Air matanya mengalir, mengingat sang lelaki pujaan
hatinya, akan tersisih dengan pria pilihan ibunya. Aida bingung sejadi-jadinya,
bingung ketika ditanya ibunya, kenapa kamu menolak permintaan ibu, apa kamu
sudah punya pria pilihanmu sa’at ini, tanya ibunya lewat komunikasi jarak jauh.
Ibu........Aida mulai menyela, biarkan Aida memilih hidup
bersamanya. Siapa dia Aida.....mendengar pertanyaan siapa dari ibunya........bibir Aida berhenti berkata, sebab tidak tahu bagaimana menjelaskan tentang pria tersebut kepada ibunya.
Aida merasa pria pilihan hatinya ini pasti di tolak
ibunya, sebab hanya seorang santri yang
tidak lama lagi akan menyelesaikan studi tingkat akhirnya, adalah pria
sederhana yatim piatu yang semenjak kecil sudah ditinggal mati oleh kedua orang
tuanya atas peristiwa besar yang menimpa negeri. Di kala masih dalam ayunan,
perang berkecamuk akibat komflik bersenjata yang banyak memakan korban jiwa.
Terdiam di penghujung jaringan selulernya, tanpa ada
sebuah kata lagi yang keluar dari bibirnya. Dalam terdiam ibunya menyapa
kembali, kenapa kamu diam Aida.....siapa pria itu....tanya ibunya lagi.....pria
itu kakak kelasku ibu...jawab Aida....apa pekerjaannya, ibu mencoba mencari
tahu.....sebentar lagi dia akan menyelesaikan studinya, jawab Aida....ibu tanya
apa pekerjaannya......penjual tebu keliling ibu, sambil menyelasaikan studinya.

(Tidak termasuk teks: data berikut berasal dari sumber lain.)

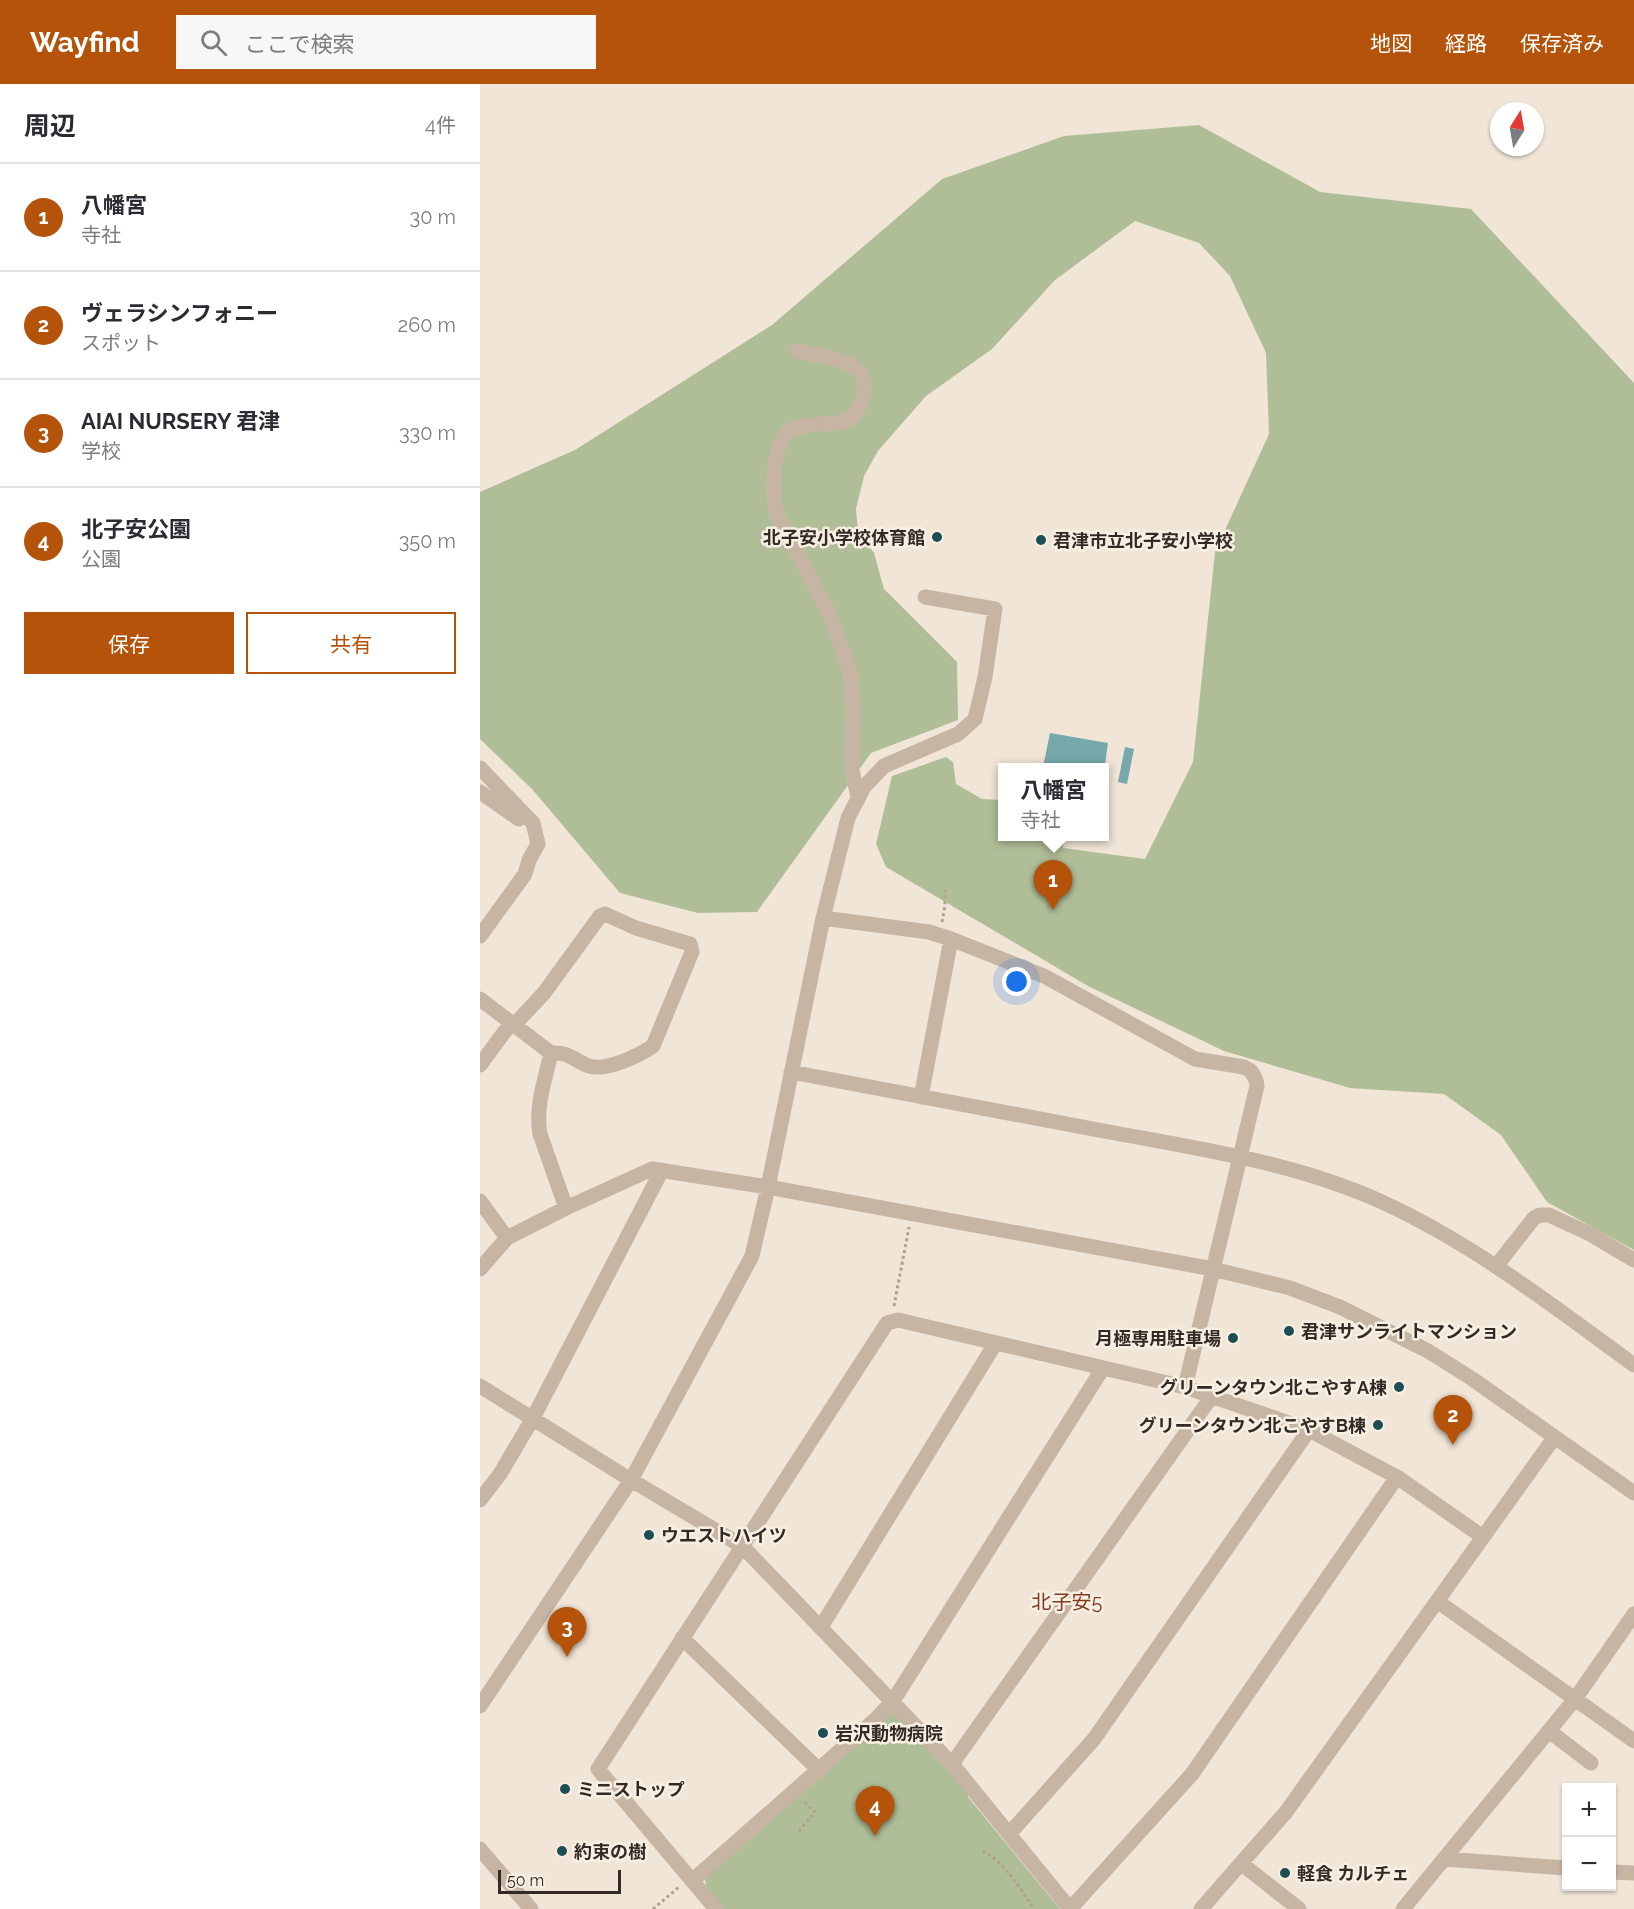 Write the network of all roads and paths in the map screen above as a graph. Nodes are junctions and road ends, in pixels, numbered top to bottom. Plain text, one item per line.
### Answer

Mendengar penjual tebu keliling ibunya langsung
berkata,,,,tidak Aida..... kamu jangan menikah dengan pria itu yang
pekerjaannya hanya seorang pedagang tebu keliling. Nanti kamu makan apa,
tinggal di mana, dan bisa jalan-jalan ke mana......mendengar ucapan
ibunya....Aida hanya bisa diam sambil terisak tangis dan meneteskan air matanya.
Ibu sudah mengurus semuanya, kamu segera pulang, dan
pernikahan akan segera dilaksanakan. Kita berangkat ke Jakarta, tempat menikah
dan resepsi pernikahan sudah disiapkan oleh pihak laki-laki kaya raya pengusaha
kontruksi. Dalam dua hari ini, kamu harus pulang dan berhenti belajar di pondok
tersebut.........jaringan telekomunikasikan terputus.......sang ibu menutup pembicaraan.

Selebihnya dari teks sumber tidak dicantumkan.